Fort du succès de Drive, le réalisateur danois Nicolas Winding Refn renoue avec un cinéma plus radical dans Only God Forgives, manifeste esthétisant doublé d’une nébuleuse histoire de vengeance où le mysticisme le dispute à l’ultra-violence. Interview sous acide.

En 2011, Nicolas Winding Refn, cinéaste danois de l’extrême, investit Hollywood pour y frapper un grand coup. Le résultat s’appelle Drive, parfait petit objet pop mixant comme nul autre les ingrédients à même de faire les films cultes: éléments iconiques (le cure-dent, la veste au scorpion…), séquences d’anthologie (la poursuite virtuose, la scène de l’ascenseur…), acteur charismatique au visage d’ange (Ryan Gosling, qui d’autre?), héros moderne compilant les attributs du cow-boy à l’ancienne et la fragilité du mâle archétypal d’aujourd’hui, BO à l’impact quasi tarantinien, esprit revivaliste… Et le film en effet de devenir un mythe générationnel instantané, une sorte de Rebel Without a Cause de son temps.
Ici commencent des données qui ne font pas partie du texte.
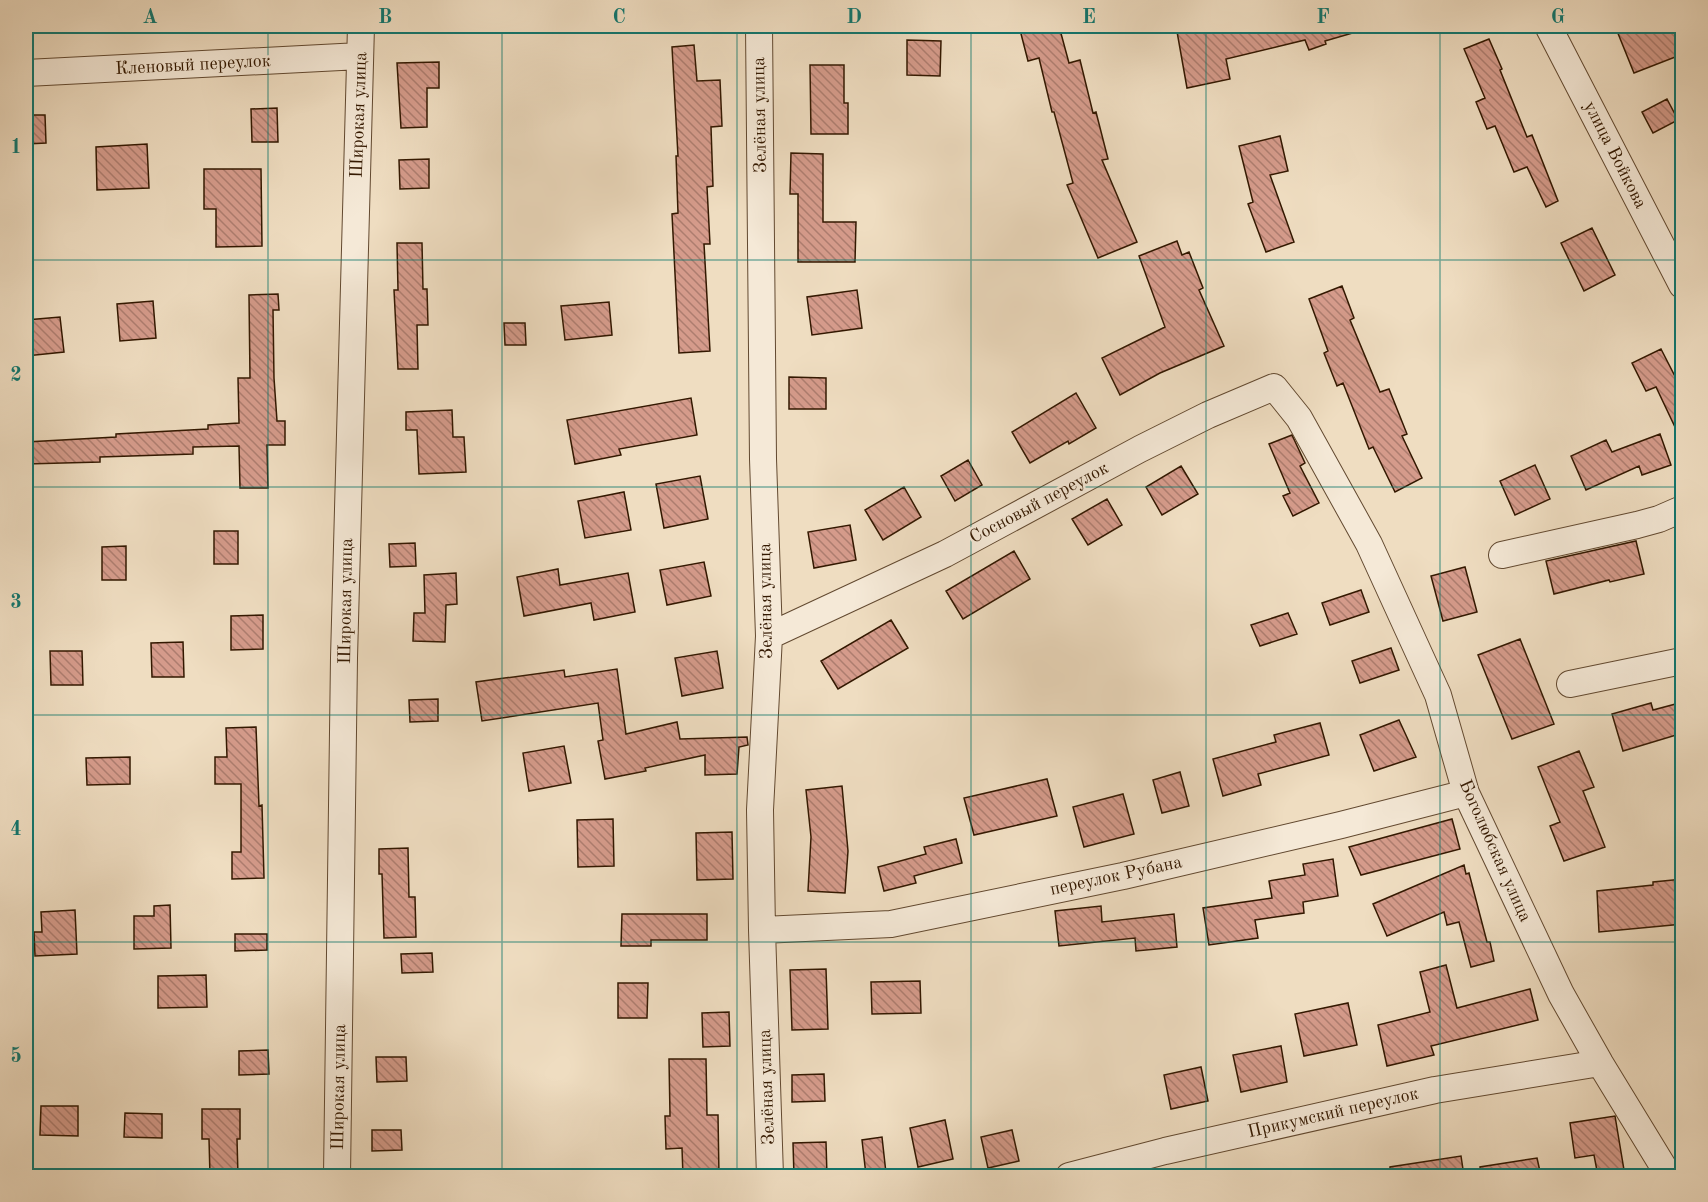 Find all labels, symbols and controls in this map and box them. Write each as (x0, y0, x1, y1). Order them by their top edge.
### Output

Pour autant, Winding Refn ne vient pas de nulle part, lui qui affiche alors déjà au compteur quinze ans d’une carrière (essentiellement) scandinave sans concession, émaillée de quelques juteux coups d’éclat que les aficionados de films de (mauvais) genre chérissent comme autant de secrets précieux à ne pas éventer, de Pusher à Valhalla Rising en passant par le mésestimé Fear X, première tentative anglo-saxonne s’étant soldée à l’époque par un tel fiasco financier qu’elle a failli réduire prématurément sa carrière à néant.

Lunettes de soleil noires, chemise d’un blanc immaculé largement déboutonnée, il nous reçoit toute zénitude dehors, fin avril, dans les bureaux parisiens de la maison Gaumont pour nous parler de son nouveau film, Only God Forgives, trip mystico-vengeur plongeant Ryan Gosling, toujours lui, dans un Bangkok nocturne aux allures de cauchemar éveillé. Où il est question de spiritualité, de la nécessaire violence de l’art et d’un amour à ce point dévorant du cinéma qu’il transcende jusqu’aux échecs les plus retentissants…
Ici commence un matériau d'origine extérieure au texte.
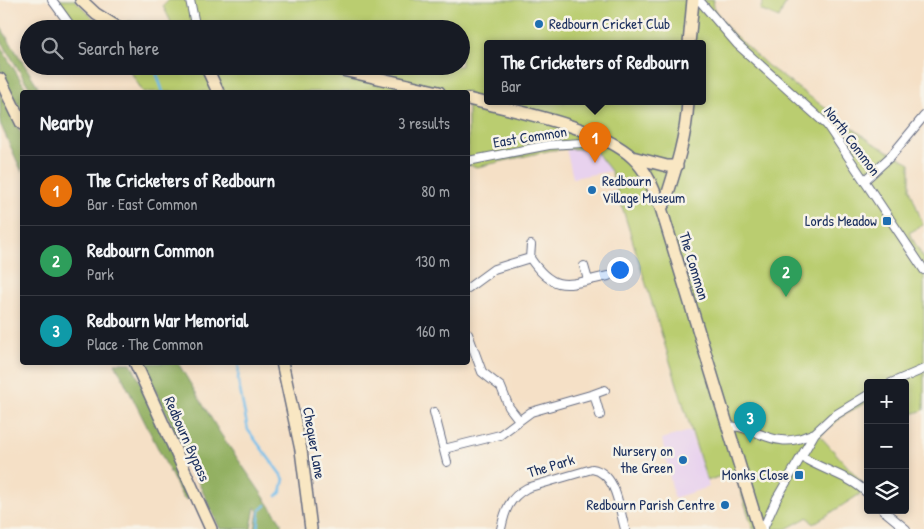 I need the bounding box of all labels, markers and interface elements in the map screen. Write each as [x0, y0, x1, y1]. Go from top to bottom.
place label: Redbourn Cricket Club [549, 13, 670, 34]
marker: Redbourn Cricket Club [533, 18, 545, 30]
search box [20, 20, 470, 75]
icon: search [38, 34, 66, 62]
text: Search here [78, 35, 159, 61]
popup [484, 40, 706, 105]
text: The Cricketers of Redbourn [501, 49, 689, 75]
text: Bar [501, 75, 521, 97]
street label: North Common [819, 102, 886, 180]
text: Nearby [40, 108, 93, 137]
text: 3 results [398, 112, 450, 134]
street label: East Common [492, 120, 569, 153]
pin: 1 [579, 122, 611, 163]
text: The Cricketers of Redbourn [87, 167, 275, 193]
place label: Redbourn Village Museum [602, 170, 685, 208]
text: 1 [53, 180, 59, 202]
text: 80 m [421, 180, 450, 202]
marker: Redbourn Village Museum [586, 184, 598, 196]
text: Bar · East Common [87, 193, 197, 215]
place label: Lords Meadow [805, 210, 877, 231]
marker: Lords Meadow [881, 215, 893, 227]
street label: The Common [674, 229, 715, 303]
text: Redbourn Common [87, 237, 214, 263]
text: 2 [52, 250, 60, 272]
text: 130 m [415, 250, 450, 272]
pin: 2 [770, 256, 802, 297]
your location [607, 257, 633, 283]
text: Park [87, 263, 114, 285]
text: Redbourn War Memorial [87, 307, 248, 333]
text: 3 [52, 320, 60, 342]
text: 160 m [416, 320, 450, 342]
text: Place · The Common [87, 333, 203, 355]
map controls [864, 379, 909, 514]
button: + [864, 379, 909, 424]
street label: Redbourn Bypass [159, 393, 216, 485]
pin: 3 [734, 402, 766, 443]
street label: Chequer Lane [298, 405, 331, 481]
button: − [864, 424, 909, 469]
place label: Nursery on the Green [613, 440, 673, 478]
street label: The Park [525, 448, 577, 483]
marker: Nursery on the Green [677, 454, 689, 466]
place label: Monks Close [722, 464, 789, 485]
marker: Monks Close [793, 469, 805, 481]
button: layers [864, 469, 909, 514]
place label: Redbourn Parish Centre [587, 494, 715, 515]
marker: Redbourn Parish Centre [719, 499, 731, 511] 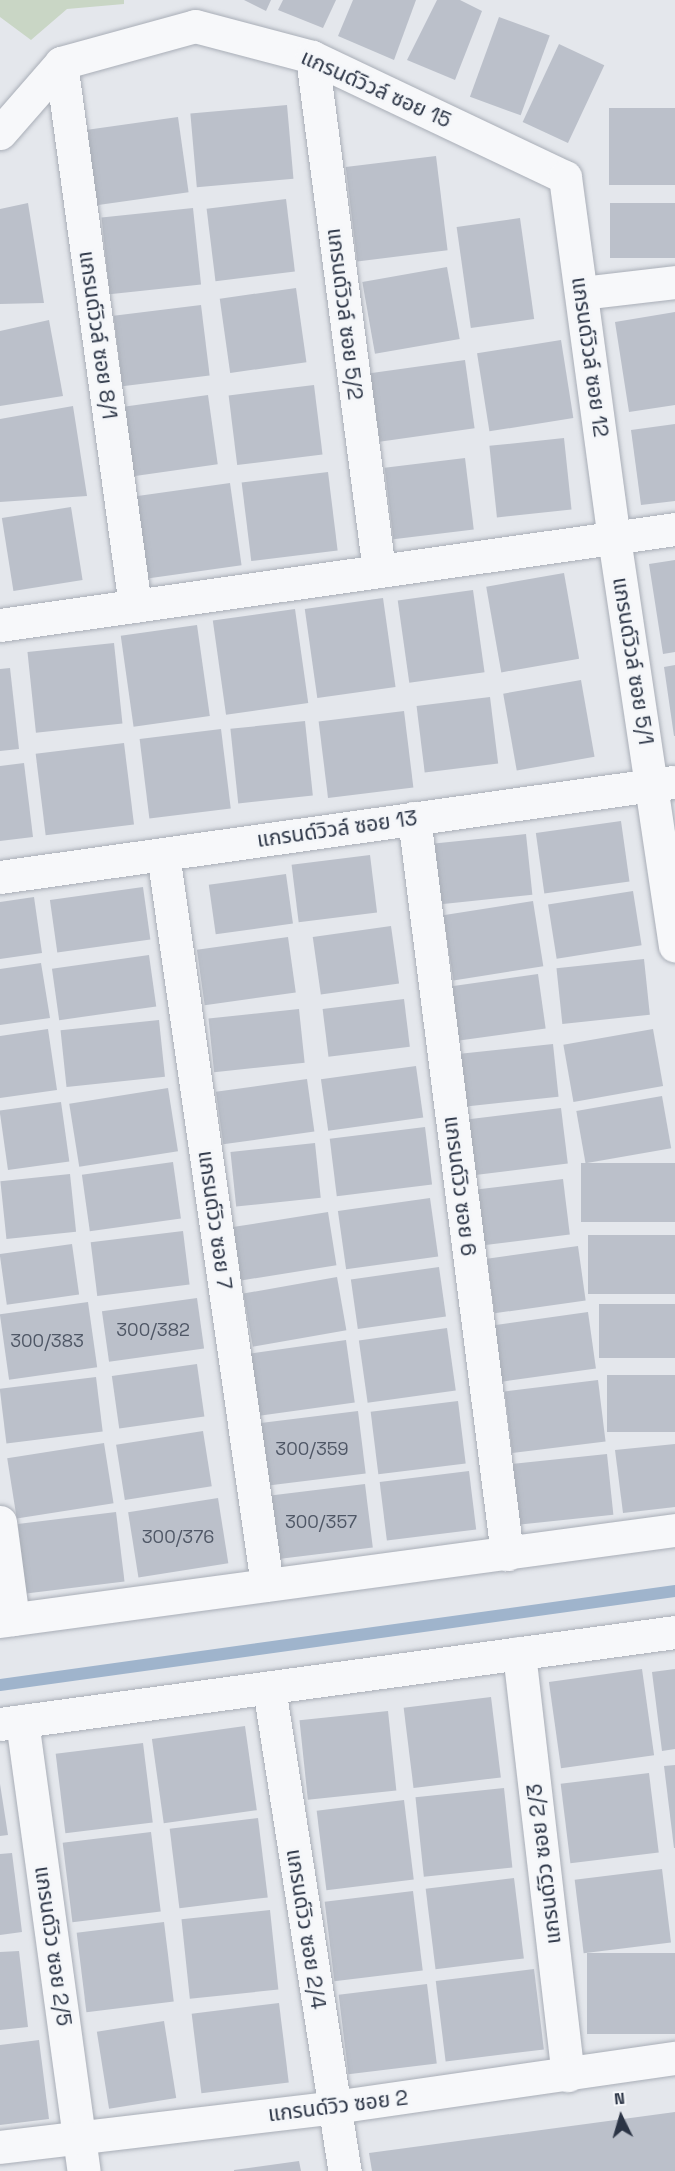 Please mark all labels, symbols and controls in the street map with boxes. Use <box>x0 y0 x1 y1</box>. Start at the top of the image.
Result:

Dans quel contexte a pu s’épanouir ce nouveau film, pour le moins atypique?

Le métier de réalisateur offre peu de certitudes. D’où cette idée de signer un deal avec Wild Bunch et Gaumont non pas pour un mais pour deux projets à petit budget. Ainsi, j’avais la garantie de pouvoir au moins encore faire deux films… et peut-être ne plus jamais tourner ensuite (rire). Nous sommes arrivés à un accord concernant la liberté artistique dont j’avais besoin et l’implication financière de Wild Bunch et Gaumont. Only God Forgives est le premier film du package -le second relèvera du pur cinéma d’horreur, un genre que j’ai toujours rêvé d’investir. J’avais envie de faire un film sur un homme en quête d’une religion à laquelle il pourrait croire, et qui désire se battre avec Dieu. Afin d’amener ce sujet sur un terrain plus concret, j’ai alors pensé à cette histoire de vengeance impliquant une mère et son fils.

Qu’en est-il de la sexualité de ce fils? Ryan Gosling dégage à nouveau quelque chose de très indéterminé, presque transgenre…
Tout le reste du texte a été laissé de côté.